*** Opening of DATA SUPPLIED ***

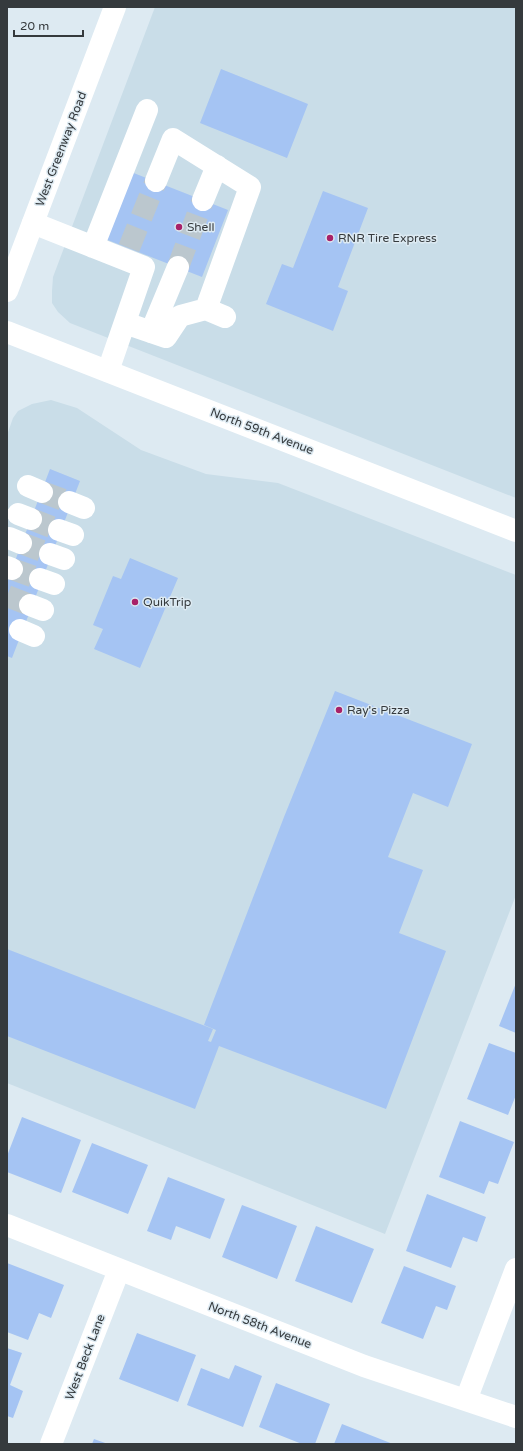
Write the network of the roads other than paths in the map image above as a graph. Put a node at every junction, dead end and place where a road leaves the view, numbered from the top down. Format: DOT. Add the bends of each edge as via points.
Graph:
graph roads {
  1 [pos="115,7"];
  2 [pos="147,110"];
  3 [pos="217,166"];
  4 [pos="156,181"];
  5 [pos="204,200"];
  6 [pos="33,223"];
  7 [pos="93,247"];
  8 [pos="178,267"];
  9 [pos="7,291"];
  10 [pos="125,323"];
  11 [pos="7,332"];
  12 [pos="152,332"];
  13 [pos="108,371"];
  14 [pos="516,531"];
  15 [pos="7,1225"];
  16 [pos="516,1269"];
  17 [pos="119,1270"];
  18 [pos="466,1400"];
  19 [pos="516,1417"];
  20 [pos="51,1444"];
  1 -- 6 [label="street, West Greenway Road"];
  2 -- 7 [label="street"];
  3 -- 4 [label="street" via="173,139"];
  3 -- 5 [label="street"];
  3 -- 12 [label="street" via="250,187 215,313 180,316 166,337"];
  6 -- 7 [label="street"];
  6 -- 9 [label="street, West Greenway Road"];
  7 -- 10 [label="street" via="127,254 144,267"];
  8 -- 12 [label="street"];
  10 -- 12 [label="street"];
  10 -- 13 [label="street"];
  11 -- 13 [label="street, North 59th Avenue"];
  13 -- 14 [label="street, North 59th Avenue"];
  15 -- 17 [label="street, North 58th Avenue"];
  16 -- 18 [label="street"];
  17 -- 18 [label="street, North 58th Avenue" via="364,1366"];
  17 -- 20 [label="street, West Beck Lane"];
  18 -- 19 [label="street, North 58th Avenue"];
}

*** Close of DATA SUPPLIED ***

Except for the pictures, copy every line of the records above exactly.

Write the network of the roads other than paths in the map image above as a graph. Put a node at every junction, dead end and place where a road leaves the view, numbered from the top down. Format: DOT. Add the bends of each edge as via points.
Graph:
graph roads {
  1 [pos="115,7"];
  2 [pos="147,110"];
  3 [pos="217,166"];
  4 [pos="156,181"];
  5 [pos="204,200"];
  6 [pos="33,223"];
  7 [pos="93,247"];
  8 [pos="178,267"];
  9 [pos="7,291"];
  10 [pos="125,323"];
  11 [pos="7,332"];
  12 [pos="152,332"];
  13 [pos="108,371"];
  14 [pos="516,531"];
  15 [pos="7,1225"];
  16 [pos="516,1269"];
  17 [pos="119,1270"];
  18 [pos="466,1400"];
  19 [pos="516,1417"];
  20 [pos="51,1444"];
  1 -- 6 [label="street, West Greenway Road"];
  2 -- 7 [label="street"];
  3 -- 4 [label="street" via="173,139"];
  3 -- 5 [label="street"];
  3 -- 12 [label="street" via="250,187 215,313 180,316 166,337"];
  6 -- 7 [label="street"];
  6 -- 9 [label="street, West Greenway Road"];
  7 -- 10 [label="street" via="127,254 144,267"];
  8 -- 12 [label="street"];
  10 -- 12 [label="street"];
  10 -- 13 [label="street"];
  11 -- 13 [label="street, North 59th Avenue"];
  13 -- 14 [label="street, North 59th Avenue"];
  15 -- 17 [label="street, North 58th Avenue"];
  16 -- 18 [label="street"];
  17 -- 18 [label="street, North 58th Avenue" via="364,1366"];
  17 -- 20 [label="street, West Beck Lane"];
  18 -- 19 [label="street, North 58th Avenue"];
}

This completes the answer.